1 Tablespoon distilled white vinegar

2 Tablespoons water

1 quart oil for frying

Ingredients for filling:

2.7 lb (approx. 43 ounces) ricotta (preferably impastata ricotta)

3/4 tsp vanilla bean paste

heaping 1 cup + 2 Tablespoons confectioner's sugar (plus more for dusting)

1/2 cup heavy cream*

For garnishing and decorating:

Mini chocolate chips and/or chopped pistachios for the ends

Chocolate chips and vegetable or canola oil for dipping the ends of the shells

Directions for shells:

In a medium bowl, mix the flour, sugar and cinnamon together. Cut in the shortening until it is in pieces no larger than peas. 

Make a well in the center, and pour in the 1 egg plus 1 egg yolk (Lightly beat the egg + yolk before adding. Save the unused egg white for later), Marsala wine, vinegar and water. Mix with a fork until the dough becomes stiff, then finish it by hand, kneading on a clean surface. Add a bit more water if needed to incorporate all of the dry ingredients. Knead for about 10 minutes, then cover and refrigerate for 1 to 2 hours.

Break off a piece of the cannoli shell dough. I found it easiest to work in small pieces, in chunks a little larger than a golf ball. Flatten just enough to get through the pasta machine on the largest setting. Continue to roll out the dough through the past machine on successively thinner settings until you have reached the desired thickness, dusting with flour when necessary. I went to setting #5, but our shells were thin and delicate. You may want to stay at #4 if you prefer a heartier shell. Place the thin sheet of dough on a lightly floured surface. 

Using a large cookie cutter (or a large glass or small bowl will do) cut into approximately 4 to 5 inches circles. Dust the circles with a light coating of flour to help ensure they can be removed from the tube forms easily later.

Wrap dough circle around a cannoli tube and seal the edges together with a little bit of egg white.

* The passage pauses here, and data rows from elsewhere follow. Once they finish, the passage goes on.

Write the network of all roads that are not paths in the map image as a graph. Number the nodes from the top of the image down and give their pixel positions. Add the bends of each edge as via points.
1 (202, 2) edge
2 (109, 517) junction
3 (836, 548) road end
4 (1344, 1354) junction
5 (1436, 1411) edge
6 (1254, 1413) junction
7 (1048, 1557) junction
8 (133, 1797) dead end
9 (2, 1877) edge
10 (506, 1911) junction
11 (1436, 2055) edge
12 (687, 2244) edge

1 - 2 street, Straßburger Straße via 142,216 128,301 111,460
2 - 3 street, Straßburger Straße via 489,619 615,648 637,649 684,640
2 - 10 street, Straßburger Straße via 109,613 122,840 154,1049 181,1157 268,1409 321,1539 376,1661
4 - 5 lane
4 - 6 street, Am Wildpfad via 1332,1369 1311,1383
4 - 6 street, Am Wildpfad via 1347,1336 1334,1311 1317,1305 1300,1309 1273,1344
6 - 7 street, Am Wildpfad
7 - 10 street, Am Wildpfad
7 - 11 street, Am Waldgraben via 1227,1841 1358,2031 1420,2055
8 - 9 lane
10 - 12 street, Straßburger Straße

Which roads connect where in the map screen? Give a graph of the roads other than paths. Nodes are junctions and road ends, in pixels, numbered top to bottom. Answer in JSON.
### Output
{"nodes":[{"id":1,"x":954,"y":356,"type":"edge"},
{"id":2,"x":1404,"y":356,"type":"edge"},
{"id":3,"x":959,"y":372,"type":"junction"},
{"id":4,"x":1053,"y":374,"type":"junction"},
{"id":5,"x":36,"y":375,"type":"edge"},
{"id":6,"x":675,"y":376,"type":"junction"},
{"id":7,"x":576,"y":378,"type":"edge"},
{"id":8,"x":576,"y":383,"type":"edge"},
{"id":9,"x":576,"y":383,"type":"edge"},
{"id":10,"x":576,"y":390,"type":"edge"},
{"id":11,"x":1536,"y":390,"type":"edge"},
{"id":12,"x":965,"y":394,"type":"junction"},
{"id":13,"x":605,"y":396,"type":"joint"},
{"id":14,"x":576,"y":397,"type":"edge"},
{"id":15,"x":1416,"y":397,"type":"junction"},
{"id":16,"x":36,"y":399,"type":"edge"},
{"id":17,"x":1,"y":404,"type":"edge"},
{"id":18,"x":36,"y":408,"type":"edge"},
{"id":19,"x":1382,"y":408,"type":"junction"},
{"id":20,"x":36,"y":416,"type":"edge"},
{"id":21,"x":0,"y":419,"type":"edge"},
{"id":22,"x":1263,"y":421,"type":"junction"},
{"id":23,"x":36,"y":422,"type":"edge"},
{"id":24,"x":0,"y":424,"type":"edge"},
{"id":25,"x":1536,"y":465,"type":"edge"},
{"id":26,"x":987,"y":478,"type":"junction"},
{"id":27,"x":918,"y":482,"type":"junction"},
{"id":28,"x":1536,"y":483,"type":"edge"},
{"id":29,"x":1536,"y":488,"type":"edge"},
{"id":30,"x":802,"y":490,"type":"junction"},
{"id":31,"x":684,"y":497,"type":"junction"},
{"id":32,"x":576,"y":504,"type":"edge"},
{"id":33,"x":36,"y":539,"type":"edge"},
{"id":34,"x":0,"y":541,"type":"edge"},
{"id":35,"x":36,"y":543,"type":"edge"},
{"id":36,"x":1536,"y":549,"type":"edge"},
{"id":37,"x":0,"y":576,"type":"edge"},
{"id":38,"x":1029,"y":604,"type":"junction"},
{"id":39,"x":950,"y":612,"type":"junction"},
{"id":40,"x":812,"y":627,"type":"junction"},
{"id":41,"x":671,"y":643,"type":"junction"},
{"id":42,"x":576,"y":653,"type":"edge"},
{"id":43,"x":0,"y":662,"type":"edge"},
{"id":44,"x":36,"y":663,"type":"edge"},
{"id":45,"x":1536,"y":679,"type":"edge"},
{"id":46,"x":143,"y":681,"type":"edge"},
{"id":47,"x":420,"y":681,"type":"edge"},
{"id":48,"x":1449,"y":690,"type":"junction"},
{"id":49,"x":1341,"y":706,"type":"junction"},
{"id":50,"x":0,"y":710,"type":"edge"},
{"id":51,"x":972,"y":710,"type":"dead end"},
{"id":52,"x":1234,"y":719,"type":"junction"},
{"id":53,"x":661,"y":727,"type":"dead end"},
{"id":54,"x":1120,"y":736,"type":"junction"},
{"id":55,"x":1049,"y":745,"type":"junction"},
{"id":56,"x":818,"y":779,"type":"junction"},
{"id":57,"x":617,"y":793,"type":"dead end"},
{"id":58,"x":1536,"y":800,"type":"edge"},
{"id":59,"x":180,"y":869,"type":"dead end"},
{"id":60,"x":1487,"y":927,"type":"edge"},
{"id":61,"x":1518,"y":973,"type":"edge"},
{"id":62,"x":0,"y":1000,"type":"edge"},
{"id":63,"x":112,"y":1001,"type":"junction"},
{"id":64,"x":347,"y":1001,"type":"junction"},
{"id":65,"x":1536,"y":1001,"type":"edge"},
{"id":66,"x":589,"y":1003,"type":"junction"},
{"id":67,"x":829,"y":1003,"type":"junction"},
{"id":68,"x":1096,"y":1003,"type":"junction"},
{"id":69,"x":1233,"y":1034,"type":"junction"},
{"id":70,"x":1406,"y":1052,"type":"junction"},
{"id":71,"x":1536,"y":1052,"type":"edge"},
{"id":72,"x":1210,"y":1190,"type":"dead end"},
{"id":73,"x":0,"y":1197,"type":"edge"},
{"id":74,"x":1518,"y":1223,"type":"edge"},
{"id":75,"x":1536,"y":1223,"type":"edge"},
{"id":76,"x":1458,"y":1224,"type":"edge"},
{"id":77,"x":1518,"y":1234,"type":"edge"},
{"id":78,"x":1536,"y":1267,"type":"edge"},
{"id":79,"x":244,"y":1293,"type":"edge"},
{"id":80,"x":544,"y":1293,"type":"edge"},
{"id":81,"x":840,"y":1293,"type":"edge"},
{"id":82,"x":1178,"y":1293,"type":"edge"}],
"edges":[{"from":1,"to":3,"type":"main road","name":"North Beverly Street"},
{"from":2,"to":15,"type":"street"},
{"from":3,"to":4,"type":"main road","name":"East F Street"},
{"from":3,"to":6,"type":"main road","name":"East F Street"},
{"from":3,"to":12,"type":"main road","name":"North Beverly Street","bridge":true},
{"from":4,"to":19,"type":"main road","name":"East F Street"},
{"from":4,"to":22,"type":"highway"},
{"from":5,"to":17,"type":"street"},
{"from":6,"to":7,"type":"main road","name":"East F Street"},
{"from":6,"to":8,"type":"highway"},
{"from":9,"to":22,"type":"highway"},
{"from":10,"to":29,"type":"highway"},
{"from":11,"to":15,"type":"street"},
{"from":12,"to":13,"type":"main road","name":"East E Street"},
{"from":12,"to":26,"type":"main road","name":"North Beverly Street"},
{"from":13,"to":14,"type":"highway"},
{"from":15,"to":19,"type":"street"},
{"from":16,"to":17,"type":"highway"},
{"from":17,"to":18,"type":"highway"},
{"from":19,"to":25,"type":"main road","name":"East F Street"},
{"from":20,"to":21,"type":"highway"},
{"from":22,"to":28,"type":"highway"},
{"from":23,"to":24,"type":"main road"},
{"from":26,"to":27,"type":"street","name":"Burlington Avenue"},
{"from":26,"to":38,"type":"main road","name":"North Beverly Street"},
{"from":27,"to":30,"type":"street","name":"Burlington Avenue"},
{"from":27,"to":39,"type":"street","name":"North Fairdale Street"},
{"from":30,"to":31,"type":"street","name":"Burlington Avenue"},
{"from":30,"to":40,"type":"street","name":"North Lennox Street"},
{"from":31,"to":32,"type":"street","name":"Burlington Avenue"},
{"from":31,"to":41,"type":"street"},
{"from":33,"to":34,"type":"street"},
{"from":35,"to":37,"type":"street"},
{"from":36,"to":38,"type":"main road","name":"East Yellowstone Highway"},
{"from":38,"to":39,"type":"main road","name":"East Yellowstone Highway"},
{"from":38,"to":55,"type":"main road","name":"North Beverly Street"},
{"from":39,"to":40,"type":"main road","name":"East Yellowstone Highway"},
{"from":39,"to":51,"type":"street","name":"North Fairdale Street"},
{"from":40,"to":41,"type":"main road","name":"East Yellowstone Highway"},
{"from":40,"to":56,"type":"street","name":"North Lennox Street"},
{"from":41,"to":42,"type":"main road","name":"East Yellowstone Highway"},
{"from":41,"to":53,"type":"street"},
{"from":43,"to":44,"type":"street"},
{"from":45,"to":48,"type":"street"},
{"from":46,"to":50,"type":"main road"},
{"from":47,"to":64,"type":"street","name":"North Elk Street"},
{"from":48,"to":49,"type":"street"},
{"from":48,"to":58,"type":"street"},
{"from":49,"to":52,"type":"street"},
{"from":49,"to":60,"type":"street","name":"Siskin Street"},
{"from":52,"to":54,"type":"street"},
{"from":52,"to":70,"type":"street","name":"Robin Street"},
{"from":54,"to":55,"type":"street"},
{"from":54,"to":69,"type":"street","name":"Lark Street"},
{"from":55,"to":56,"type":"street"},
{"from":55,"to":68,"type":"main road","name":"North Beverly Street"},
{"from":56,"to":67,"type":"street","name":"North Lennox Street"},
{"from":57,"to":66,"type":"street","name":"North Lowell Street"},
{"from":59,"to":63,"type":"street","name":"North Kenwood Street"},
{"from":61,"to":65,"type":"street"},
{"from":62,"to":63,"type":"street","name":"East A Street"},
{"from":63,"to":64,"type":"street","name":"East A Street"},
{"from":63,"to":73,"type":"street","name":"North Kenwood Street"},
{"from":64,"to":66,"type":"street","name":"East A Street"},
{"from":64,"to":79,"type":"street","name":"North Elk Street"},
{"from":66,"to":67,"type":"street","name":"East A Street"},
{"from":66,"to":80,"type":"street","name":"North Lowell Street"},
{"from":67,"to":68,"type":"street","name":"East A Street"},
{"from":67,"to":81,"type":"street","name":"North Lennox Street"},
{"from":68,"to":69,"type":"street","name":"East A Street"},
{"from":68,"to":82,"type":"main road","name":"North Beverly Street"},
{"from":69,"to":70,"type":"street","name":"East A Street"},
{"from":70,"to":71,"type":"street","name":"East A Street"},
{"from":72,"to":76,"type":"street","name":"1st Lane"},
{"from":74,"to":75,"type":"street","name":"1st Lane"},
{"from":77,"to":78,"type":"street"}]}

Heat oil to 375°F in a deep heavy skillet. While cooking, keep a thermometer in the oil to try to keep the temperature as consistent as possible. Fry 2 shells at a time until lightly golden, using tongs to turn and ensure even cooking. For our thin shells, this took only about 15-30 seconds. For thicker shells, it may take up to 2 to 3 minutes. You may find the temperature of the oil drops after cooking a few shells. Keep an eye on it as you may need to give the oil time to rise to 375°F every once in a while. Carefully remove shells using the tongs and place on a cooling rack set over paper towels.  Cool just long enough that you can handle the metal tubes enough to remove them. Rinse or wipe off tubes and allow to cool before using for more shells. It helps to have several tubes (about 5 or 6) so you can be cooking with some while others are cooling. 

Cooled shells can be placed in an airtight container for up to 2 months. 


Directions for filling:

I made both chocolate chip cannolis with chocolate dipped edges and pistachio cannolis. For the chocolate dipped cannoli shells, melt some chocolate chips on a double boiler, and slowly add oil to create a smooth consistency. Dip edges of unfilled cannolis into the chocolate. Place on parchment paper and allow to set completely before filling.

In a medium bowl, beat together 1/2 cup heavy cream and 2 Tablespoons of confectioner's sugar to stiff peaks. Set aside.*

In a large bowl, stir together the ricotta, vanilla bean paste, and remaining confectioner's sugar. Then, fold in the whipped cream.*

If you want some cannoli edges dipped in chocolate as seen in the photo above, do this step prior to filling. See my instructions below. 

Put cannoli filling in a piping bag. Cut a hole at the tip of the bag. Put the tip of the piping bag in the center of the cannoli shell, squeeze and fill one half of the cannoli. When you get to the edge of the shell, go straight down as you squeeze to create a nice look - I found this video from the guys at Carlo's Bakery very helpful. He begins piping and shows this technique at about the 2:30 mark. 

Fill the shells shortly before serving - Do not do this step well in advance as it will make the shells mushy. 

After filling, garnish with mini chocolate chips or chopped pistachios. Lightly dip your filled cannoli to coat the edges. Dust with powdered sugar before serving.

*Note: The addition of whipped cream makes the filling lighter and airier. If you want a denser, more traditional filling, feel free to omit this.